■ **Task**
Return the records exactly, with nothing added.

■ **Provided data**
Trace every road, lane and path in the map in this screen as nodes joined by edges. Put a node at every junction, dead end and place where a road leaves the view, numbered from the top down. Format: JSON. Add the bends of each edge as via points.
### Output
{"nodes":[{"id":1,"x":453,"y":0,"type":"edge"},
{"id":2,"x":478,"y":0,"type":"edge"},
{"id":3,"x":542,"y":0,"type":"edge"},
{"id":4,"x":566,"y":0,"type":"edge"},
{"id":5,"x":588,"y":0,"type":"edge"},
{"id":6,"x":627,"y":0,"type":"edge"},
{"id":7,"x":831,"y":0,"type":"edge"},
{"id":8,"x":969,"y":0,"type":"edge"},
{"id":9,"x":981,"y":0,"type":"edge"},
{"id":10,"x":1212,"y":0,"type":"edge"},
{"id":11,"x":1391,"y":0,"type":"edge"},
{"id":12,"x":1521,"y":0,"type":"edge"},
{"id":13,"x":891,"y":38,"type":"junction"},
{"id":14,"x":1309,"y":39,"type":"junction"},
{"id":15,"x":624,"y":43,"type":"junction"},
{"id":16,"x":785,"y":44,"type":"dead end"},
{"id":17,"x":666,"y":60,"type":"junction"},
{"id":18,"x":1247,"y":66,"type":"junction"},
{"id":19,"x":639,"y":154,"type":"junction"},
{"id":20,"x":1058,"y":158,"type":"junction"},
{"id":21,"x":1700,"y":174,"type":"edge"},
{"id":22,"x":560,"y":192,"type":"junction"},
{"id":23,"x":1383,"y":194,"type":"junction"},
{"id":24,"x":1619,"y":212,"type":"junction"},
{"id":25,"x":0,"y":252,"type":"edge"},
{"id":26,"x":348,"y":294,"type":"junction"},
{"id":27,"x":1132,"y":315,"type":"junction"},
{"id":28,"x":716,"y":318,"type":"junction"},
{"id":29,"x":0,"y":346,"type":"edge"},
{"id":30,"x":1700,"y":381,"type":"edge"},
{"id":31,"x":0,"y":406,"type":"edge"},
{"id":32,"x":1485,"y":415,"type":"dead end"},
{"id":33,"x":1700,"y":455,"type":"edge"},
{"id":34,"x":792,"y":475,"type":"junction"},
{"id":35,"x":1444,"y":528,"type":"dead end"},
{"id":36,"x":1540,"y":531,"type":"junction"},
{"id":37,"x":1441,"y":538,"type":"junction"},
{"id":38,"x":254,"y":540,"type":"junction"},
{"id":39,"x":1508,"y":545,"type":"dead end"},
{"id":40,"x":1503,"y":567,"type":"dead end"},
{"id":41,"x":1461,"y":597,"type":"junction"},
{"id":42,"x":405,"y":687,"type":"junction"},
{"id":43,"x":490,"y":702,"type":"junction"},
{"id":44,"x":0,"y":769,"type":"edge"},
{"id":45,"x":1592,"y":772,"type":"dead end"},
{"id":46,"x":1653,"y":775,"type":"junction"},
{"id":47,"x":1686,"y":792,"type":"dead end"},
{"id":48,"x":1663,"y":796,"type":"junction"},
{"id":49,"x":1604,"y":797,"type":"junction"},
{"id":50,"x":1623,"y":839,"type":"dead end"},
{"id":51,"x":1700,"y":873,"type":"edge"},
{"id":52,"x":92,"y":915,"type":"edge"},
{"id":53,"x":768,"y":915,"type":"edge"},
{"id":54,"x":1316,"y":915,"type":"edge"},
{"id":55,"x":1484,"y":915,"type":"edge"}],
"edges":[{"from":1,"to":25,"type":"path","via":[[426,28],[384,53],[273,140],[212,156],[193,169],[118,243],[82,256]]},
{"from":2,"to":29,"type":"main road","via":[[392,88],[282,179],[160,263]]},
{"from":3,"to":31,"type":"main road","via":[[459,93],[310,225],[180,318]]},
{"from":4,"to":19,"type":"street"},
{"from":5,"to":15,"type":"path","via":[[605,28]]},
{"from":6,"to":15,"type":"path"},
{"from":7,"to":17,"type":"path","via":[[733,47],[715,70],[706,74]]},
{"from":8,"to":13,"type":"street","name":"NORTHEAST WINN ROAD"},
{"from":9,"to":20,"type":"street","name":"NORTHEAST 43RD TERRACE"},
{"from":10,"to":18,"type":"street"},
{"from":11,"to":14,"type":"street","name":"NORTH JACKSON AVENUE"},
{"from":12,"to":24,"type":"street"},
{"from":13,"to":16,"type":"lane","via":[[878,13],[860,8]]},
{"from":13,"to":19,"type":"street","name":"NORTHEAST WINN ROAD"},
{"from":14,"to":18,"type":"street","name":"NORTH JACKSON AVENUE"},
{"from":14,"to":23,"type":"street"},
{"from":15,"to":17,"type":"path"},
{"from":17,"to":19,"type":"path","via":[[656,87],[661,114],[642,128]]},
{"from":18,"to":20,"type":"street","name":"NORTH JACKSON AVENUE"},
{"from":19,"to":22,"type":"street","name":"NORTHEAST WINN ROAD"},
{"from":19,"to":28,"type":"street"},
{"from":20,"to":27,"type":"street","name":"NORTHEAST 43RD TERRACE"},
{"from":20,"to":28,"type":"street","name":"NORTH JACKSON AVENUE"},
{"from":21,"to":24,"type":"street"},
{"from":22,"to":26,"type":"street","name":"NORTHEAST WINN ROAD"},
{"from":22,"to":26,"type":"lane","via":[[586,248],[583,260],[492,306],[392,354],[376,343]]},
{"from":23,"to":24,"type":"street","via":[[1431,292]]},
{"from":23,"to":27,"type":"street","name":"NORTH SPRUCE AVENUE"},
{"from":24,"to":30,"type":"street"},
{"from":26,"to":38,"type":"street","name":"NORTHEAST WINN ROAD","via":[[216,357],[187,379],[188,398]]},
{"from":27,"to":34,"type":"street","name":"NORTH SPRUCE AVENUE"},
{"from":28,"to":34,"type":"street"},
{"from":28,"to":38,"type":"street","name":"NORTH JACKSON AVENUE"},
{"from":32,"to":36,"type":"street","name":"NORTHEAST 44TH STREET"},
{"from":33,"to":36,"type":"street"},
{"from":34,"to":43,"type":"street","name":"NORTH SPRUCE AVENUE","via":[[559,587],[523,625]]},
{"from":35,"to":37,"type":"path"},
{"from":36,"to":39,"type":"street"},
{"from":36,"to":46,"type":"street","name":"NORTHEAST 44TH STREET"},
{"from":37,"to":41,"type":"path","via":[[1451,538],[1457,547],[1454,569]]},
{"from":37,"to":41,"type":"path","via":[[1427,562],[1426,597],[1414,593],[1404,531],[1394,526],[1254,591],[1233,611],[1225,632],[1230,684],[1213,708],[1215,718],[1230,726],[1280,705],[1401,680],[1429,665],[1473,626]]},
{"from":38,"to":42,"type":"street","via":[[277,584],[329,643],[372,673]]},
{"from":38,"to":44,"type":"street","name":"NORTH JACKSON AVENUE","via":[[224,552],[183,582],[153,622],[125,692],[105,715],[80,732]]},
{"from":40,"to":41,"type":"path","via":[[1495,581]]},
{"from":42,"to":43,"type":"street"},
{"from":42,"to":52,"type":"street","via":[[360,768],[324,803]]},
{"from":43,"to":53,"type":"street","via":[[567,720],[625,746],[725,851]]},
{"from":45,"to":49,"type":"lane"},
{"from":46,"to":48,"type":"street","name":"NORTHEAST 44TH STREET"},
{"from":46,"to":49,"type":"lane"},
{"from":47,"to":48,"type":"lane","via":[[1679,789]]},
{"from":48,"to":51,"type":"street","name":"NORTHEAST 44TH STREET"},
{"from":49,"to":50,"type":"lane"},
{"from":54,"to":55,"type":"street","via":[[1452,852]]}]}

■ **Exercise result**
Trace every road, lane and path in the map in this screen as nodes joined by edges. Put a node at every junction, dead end and place where a road leaves the view, numbered from the top down. Format: JSON. Add the bends of each edge as via points.
### Output
{"nodes":[{"id":1,"x":453,"y":0,"type":"edge"},
{"id":2,"x":478,"y":0,"type":"edge"},
{"id":3,"x":542,"y":0,"type":"edge"},
{"id":4,"x":566,"y":0,"type":"edge"},
{"id":5,"x":588,"y":0,"type":"edge"},
{"id":6,"x":627,"y":0,"type":"edge"},
{"id":7,"x":831,"y":0,"type":"edge"},
{"id":8,"x":969,"y":0,"type":"edge"},
{"id":9,"x":981,"y":0,"type":"edge"},
{"id":10,"x":1212,"y":0,"type":"edge"},
{"id":11,"x":1391,"y":0,"type":"edge"},
{"id":12,"x":1521,"y":0,"type":"edge"},
{"id":13,"x":891,"y":38,"type":"junction"},
{"id":14,"x":1309,"y":39,"type":"junction"},
{"id":15,"x":624,"y":43,"type":"junction"},
{"id":16,"x":785,"y":44,"type":"dead end"},
{"id":17,"x":666,"y":60,"type":"junction"},
{"id":18,"x":1247,"y":66,"type":"junction"},
{"id":19,"x":639,"y":154,"type":"junction"},
{"id":20,"x":1058,"y":158,"type":"junction"},
{"id":21,"x":1700,"y":174,"type":"edge"},
{"id":22,"x":560,"y":192,"type":"junction"},
{"id":23,"x":1383,"y":194,"type":"junction"},
{"id":24,"x":1619,"y":212,"type":"junction"},
{"id":25,"x":0,"y":252,"type":"edge"},
{"id":26,"x":348,"y":294,"type":"junction"},
{"id":27,"x":1132,"y":315,"type":"junction"},
{"id":28,"x":716,"y":318,"type":"junction"},
{"id":29,"x":0,"y":346,"type":"edge"},
{"id":30,"x":1700,"y":381,"type":"edge"},
{"id":31,"x":0,"y":406,"type":"edge"},
{"id":32,"x":1485,"y":415,"type":"dead end"},
{"id":33,"x":1700,"y":455,"type":"edge"},
{"id":34,"x":792,"y":475,"type":"junction"},
{"id":35,"x":1444,"y":528,"type":"dead end"},
{"id":36,"x":1540,"y":531,"type":"junction"},
{"id":37,"x":1441,"y":538,"type":"junction"},
{"id":38,"x":254,"y":540,"type":"junction"},
{"id":39,"x":1508,"y":545,"type":"dead end"},
{"id":40,"x":1503,"y":567,"type":"dead end"},
{"id":41,"x":1461,"y":597,"type":"junction"},
{"id":42,"x":405,"y":687,"type":"junction"},
{"id":43,"x":490,"y":702,"type":"junction"},
{"id":44,"x":0,"y":769,"type":"edge"},
{"id":45,"x":1592,"y":772,"type":"dead end"},
{"id":46,"x":1653,"y":775,"type":"junction"},
{"id":47,"x":1686,"y":792,"type":"dead end"},
{"id":48,"x":1663,"y":796,"type":"junction"},
{"id":49,"x":1604,"y":797,"type":"junction"},
{"id":50,"x":1623,"y":839,"type":"dead end"},
{"id":51,"x":1700,"y":873,"type":"edge"},
{"id":52,"x":92,"y":915,"type":"edge"},
{"id":53,"x":768,"y":915,"type":"edge"},
{"id":54,"x":1316,"y":915,"type":"edge"},
{"id":55,"x":1484,"y":915,"type":"edge"}],
"edges":[{"from":1,"to":25,"type":"path","via":[[426,28],[384,53],[273,140],[212,156],[193,169],[118,243],[82,256]]},
{"from":2,"to":29,"type":"main road","via":[[392,88],[282,179],[160,263]]},
{"from":3,"to":31,"type":"main road","via":[[459,93],[310,225],[180,318]]},
{"from":4,"to":19,"type":"street"},
{"from":5,"to":15,"type":"path","via":[[605,28]]},
{"from":6,"to":15,"type":"path"},
{"from":7,"to":17,"type":"path","via":[[733,47],[715,70],[706,74]]},
{"from":8,"to":13,"type":"street","name":"NORTHEAST WINN ROAD"},
{"from":9,"to":20,"type":"street","name":"NORTHEAST 43RD TERRACE"},
{"from":10,"to":18,"type":"street"},
{"from":11,"to":14,"type":"street","name":"NORTH JACKSON AVENUE"},
{"from":12,"to":24,"type":"street"},
{"from":13,"to":16,"type":"lane","via":[[878,13],[860,8]]},
{"from":13,"to":19,"type":"street","name":"NORTHEAST WINN ROAD"},
{"from":14,"to":18,"type":"street","name":"NORTH JACKSON AVENUE"},
{"from":14,"to":23,"type":"street"},
{"from":15,"to":17,"type":"path"},
{"from":17,"to":19,"type":"path","via":[[656,87],[661,114],[642,128]]},
{"from":18,"to":20,"type":"street","name":"NORTH JACKSON AVENUE"},
{"from":19,"to":22,"type":"street","name":"NORTHEAST WINN ROAD"},
{"from":19,"to":28,"type":"street"},
{"from":20,"to":27,"type":"street","name":"NORTHEAST 43RD TERRACE"},
{"from":20,"to":28,"type":"street","name":"NORTH JACKSON AVENUE"},
{"from":21,"to":24,"type":"street"},
{"from":22,"to":26,"type":"street","name":"NORTHEAST WINN ROAD"},
{"from":22,"to":26,"type":"lane","via":[[586,248],[583,260],[492,306],[392,354],[376,343]]},
{"from":23,"to":24,"type":"street","via":[[1431,292]]},
{"from":23,"to":27,"type":"street","name":"NORTH SPRUCE AVENUE"},
{"from":24,"to":30,"type":"street"},
{"from":26,"to":38,"type":"street","name":"NORTHEAST WINN ROAD","via":[[216,357],[187,379],[188,398]]},
{"from":27,"to":34,"type":"street","name":"NORTH SPRUCE AVENUE"},
{"from":28,"to":34,"type":"street"},
{"from":28,"to":38,"type":"street","name":"NORTH JACKSON AVENUE"},
{"from":32,"to":36,"type":"street","name":"NORTHEAST 44TH STREET"},
{"from":33,"to":36,"type":"street"},
{"from":34,"to":43,"type":"street","name":"NORTH SPRUCE AVENUE","via":[[559,587],[523,625]]},
{"from":35,"to":37,"type":"path"},
{"from":36,"to":39,"type":"street"},
{"from":36,"to":46,"type":"street","name":"NORTHEAST 44TH STREET"},
{"from":37,"to":41,"type":"path","via":[[1451,538],[1457,547],[1454,569]]},
{"from":37,"to":41,"type":"path","via":[[1427,562],[1426,597],[1414,593],[1404,531],[1394,526],[1254,591],[1233,611],[1225,632],[1230,684],[1213,708],[1215,718],[1230,726],[1280,705],[1401,680],[1429,665],[1473,626]]},
{"from":38,"to":42,"type":"street","via":[[277,584],[329,643],[372,673]]},
{"from":38,"to":44,"type":"street","name":"NORTH JACKSON AVENUE","via":[[224,552],[183,582],[153,622],[125,692],[105,715],[80,732]]},
{"from":40,"to":41,"type":"path","via":[[1495,581]]},
{"from":42,"to":43,"type":"street"},
{"from":42,"to":52,"type":"street","via":[[360,768],[324,803]]},
{"from":43,"to":53,"type":"street","via":[[567,720],[625,746],[725,851]]},
{"from":45,"to":49,"type":"lane"},
{"from":46,"to":48,"type":"street","name":"NORTHEAST 44TH STREET"},
{"from":46,"to":49,"type":"lane"},
{"from":47,"to":48,"type":"lane","via":[[1679,789]]},
{"from":48,"to":51,"type":"street","name":"NORTHEAST 44TH STREET"},
{"from":49,"to":50,"type":"lane"},
{"from":54,"to":55,"type":"street","via":[[1452,852]]}]}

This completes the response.